*What needs to be done*
Among the entries below, please show each line that carries the word "SEROJA".

*Record set*
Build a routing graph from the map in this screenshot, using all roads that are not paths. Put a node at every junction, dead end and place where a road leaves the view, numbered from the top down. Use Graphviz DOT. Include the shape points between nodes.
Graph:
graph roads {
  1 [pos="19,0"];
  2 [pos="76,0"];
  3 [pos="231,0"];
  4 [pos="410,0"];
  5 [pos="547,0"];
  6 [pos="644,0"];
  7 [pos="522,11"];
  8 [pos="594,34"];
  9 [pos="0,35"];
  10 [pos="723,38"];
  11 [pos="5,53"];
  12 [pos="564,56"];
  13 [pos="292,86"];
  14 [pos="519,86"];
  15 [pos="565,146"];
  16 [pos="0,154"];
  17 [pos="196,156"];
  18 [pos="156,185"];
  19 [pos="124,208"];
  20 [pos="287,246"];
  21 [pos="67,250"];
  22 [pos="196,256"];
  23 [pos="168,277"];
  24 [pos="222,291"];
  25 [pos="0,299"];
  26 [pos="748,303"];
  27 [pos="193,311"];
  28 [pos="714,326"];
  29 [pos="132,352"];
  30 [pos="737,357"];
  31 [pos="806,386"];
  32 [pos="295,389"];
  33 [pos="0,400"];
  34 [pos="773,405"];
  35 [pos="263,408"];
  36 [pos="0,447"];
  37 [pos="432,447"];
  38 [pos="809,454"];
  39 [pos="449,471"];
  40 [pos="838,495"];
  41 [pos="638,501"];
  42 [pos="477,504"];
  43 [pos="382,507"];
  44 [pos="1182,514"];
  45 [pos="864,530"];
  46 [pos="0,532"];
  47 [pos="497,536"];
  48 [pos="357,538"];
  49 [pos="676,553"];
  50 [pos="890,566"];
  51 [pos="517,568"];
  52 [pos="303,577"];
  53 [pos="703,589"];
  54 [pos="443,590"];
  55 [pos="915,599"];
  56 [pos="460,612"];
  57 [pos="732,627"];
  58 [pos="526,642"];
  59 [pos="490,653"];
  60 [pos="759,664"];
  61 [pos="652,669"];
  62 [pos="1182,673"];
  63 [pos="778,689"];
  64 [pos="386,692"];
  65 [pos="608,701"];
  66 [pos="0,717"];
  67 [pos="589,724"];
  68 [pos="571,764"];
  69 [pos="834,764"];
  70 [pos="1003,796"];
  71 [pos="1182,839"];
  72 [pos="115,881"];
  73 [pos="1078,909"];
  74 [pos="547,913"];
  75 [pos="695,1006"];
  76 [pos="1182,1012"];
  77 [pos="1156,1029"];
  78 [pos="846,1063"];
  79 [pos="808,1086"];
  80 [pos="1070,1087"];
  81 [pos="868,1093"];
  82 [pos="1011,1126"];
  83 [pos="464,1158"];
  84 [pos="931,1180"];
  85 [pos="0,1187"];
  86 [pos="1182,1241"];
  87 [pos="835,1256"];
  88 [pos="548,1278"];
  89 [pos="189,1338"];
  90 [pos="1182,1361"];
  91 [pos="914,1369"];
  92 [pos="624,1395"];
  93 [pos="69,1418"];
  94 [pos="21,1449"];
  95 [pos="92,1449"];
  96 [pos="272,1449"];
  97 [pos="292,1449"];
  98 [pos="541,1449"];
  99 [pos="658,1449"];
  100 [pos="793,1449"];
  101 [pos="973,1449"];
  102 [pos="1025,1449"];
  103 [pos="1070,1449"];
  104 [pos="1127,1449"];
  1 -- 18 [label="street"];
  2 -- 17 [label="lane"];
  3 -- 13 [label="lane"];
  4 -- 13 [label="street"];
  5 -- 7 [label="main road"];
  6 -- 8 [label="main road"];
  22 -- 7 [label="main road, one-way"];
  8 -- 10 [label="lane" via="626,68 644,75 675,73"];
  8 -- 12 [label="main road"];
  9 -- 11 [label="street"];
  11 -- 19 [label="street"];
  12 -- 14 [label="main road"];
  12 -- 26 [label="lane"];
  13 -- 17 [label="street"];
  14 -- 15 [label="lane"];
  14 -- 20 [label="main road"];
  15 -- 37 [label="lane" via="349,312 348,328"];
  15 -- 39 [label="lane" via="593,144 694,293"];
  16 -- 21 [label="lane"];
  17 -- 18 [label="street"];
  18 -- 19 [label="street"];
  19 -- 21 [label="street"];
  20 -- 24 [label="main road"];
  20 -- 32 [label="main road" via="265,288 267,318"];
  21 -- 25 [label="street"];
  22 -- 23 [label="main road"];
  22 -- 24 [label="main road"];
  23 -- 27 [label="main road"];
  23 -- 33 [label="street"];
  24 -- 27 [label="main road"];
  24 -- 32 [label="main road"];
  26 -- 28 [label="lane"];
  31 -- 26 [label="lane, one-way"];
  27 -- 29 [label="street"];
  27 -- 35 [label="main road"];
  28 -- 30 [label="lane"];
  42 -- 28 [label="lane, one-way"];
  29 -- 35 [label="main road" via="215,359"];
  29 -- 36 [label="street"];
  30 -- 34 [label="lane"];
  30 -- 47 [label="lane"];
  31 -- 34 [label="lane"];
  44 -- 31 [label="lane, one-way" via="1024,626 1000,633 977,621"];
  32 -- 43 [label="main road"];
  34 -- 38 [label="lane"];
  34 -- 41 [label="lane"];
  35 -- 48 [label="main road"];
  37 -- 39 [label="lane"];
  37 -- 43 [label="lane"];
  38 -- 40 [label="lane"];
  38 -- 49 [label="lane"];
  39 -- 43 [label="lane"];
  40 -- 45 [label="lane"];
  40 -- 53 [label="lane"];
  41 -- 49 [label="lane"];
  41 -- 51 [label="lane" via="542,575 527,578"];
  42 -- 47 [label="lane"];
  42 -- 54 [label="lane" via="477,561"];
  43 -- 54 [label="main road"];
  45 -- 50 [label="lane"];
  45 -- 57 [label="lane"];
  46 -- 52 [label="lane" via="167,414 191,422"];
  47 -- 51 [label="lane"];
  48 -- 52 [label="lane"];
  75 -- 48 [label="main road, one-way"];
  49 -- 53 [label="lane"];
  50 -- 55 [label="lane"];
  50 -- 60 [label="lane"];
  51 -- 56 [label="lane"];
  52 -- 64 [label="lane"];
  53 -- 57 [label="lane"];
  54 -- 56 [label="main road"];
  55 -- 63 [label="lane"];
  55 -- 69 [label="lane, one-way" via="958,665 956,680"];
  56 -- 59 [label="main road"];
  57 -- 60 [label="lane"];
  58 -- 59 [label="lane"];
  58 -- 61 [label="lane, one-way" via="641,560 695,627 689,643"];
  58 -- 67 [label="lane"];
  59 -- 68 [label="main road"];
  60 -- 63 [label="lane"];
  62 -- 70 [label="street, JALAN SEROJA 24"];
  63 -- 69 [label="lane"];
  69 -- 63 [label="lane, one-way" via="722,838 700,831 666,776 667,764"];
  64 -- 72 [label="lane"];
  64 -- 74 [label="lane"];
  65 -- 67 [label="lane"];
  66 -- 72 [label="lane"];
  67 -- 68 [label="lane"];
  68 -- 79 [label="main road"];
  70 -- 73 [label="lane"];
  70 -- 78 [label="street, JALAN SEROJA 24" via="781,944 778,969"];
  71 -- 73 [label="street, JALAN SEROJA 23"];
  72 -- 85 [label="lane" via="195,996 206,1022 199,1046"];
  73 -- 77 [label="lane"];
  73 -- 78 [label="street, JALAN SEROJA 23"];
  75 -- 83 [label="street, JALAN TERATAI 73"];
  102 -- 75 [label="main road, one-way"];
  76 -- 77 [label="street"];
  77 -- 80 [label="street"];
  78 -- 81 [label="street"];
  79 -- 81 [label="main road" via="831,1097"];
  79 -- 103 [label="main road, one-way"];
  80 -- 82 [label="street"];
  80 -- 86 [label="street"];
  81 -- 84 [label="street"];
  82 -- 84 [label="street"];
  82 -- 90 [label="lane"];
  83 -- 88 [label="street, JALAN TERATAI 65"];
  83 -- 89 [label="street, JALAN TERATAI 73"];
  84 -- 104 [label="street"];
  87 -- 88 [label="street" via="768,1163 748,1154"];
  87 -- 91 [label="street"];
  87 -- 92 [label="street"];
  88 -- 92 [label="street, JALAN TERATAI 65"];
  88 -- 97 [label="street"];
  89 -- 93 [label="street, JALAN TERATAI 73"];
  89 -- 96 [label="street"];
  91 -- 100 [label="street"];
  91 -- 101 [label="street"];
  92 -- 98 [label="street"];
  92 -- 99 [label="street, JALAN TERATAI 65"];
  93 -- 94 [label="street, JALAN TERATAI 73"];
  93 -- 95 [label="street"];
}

*Answer for this exercise*
  62 -- 70 [label="street, JALAN SEROJA 24"];
  70 -- 78 [label="street, JALAN SEROJA 24" via="781,944 778,969"];
  71 -- 73 [label="street, JALAN SEROJA 23"];
  73 -- 78 [label="street, JALAN SEROJA 23"];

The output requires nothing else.